In fact from your perspective you may see it as a conflict of interest, and that's your misfortune.
Residential applications are NOT a conflict of interest for me. My work is entirely commercial, industrial, institutional, and critical medical and clean-room environments.
Of particular note to your fascination with VRF technology, here's the most recent VRF project I worked on; LEED certified 8 story mixed use mid-rise. Completely Mitsubishi VRF except for the data center.
And a current project my company is working on; I believe this one is going LG VRF:
But for those that think outside the industry box "DIY hackers" ( a complementary term), this is the kind of options we like to hear about so we can free ourselves from the "groupthink" folks who insist on what can't be done.

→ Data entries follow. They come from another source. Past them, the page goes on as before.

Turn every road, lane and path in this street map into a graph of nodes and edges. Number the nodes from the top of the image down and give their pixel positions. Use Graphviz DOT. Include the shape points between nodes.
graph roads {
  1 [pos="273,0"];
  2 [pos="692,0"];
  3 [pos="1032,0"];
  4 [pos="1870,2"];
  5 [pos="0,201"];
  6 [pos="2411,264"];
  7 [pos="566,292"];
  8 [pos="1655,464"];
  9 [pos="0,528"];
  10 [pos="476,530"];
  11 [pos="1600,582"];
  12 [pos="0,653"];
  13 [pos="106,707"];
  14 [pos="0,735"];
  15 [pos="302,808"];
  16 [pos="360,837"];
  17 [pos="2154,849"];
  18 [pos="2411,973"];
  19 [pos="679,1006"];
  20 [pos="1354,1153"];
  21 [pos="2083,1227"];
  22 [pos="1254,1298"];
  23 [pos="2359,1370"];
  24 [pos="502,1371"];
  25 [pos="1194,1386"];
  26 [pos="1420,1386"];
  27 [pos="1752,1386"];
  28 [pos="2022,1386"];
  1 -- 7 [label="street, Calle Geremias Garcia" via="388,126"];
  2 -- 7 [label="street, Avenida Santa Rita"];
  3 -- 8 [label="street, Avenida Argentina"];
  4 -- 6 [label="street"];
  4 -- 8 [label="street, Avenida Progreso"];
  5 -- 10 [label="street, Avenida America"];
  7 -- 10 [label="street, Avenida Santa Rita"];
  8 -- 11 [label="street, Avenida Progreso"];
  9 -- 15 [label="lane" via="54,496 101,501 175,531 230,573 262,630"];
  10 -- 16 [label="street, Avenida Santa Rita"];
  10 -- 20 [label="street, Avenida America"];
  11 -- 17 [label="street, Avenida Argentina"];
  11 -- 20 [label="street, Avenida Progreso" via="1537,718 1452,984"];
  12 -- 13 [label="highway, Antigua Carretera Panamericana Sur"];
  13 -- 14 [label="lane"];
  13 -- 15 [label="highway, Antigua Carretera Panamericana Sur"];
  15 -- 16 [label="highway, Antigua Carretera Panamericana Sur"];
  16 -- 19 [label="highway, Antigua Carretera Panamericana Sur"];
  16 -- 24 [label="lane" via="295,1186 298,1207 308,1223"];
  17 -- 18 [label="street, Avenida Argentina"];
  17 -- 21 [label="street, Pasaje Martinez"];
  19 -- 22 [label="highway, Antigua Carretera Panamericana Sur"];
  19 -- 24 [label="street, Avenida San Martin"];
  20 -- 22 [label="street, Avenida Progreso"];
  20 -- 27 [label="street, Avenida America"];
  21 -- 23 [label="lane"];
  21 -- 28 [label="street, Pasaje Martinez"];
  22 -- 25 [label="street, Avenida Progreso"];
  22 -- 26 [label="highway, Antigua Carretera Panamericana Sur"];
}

Those who think "out of the box" actually understand the process, the advantages and disadvantages.
Besides your wrong, mini splits and central splits fundamentally have everything in common except the duct work. Meaning the more hackers that learn how easy it is to install a mini split, the more hackers will be DIY replacing there central AC and heat pumps. Scary to some, but freedom to me and other proud DIY hacker out there.
Latent capacity, static pressure, filtration, and air distribution. Again, you're talking about a wall mount cassette vs. a "central AC/Heat pump". Those 2 things are different. It's like comparing an economy car to a pickup truck. They're both transportation, but with very different capabilities.
What did surpriseme is that there are additional knockouts on the
ID unit so that if desired or nnecessity you could run your lineset/controls/condensate strait down then out at the bottom instead of perpendicular. This having both benefits and drawbacks.
Yes, many times they are mounted to a wall you do not want to penetrate, like a block CMU wall, or one something like an IMP. Surface routing is sometimes preferred.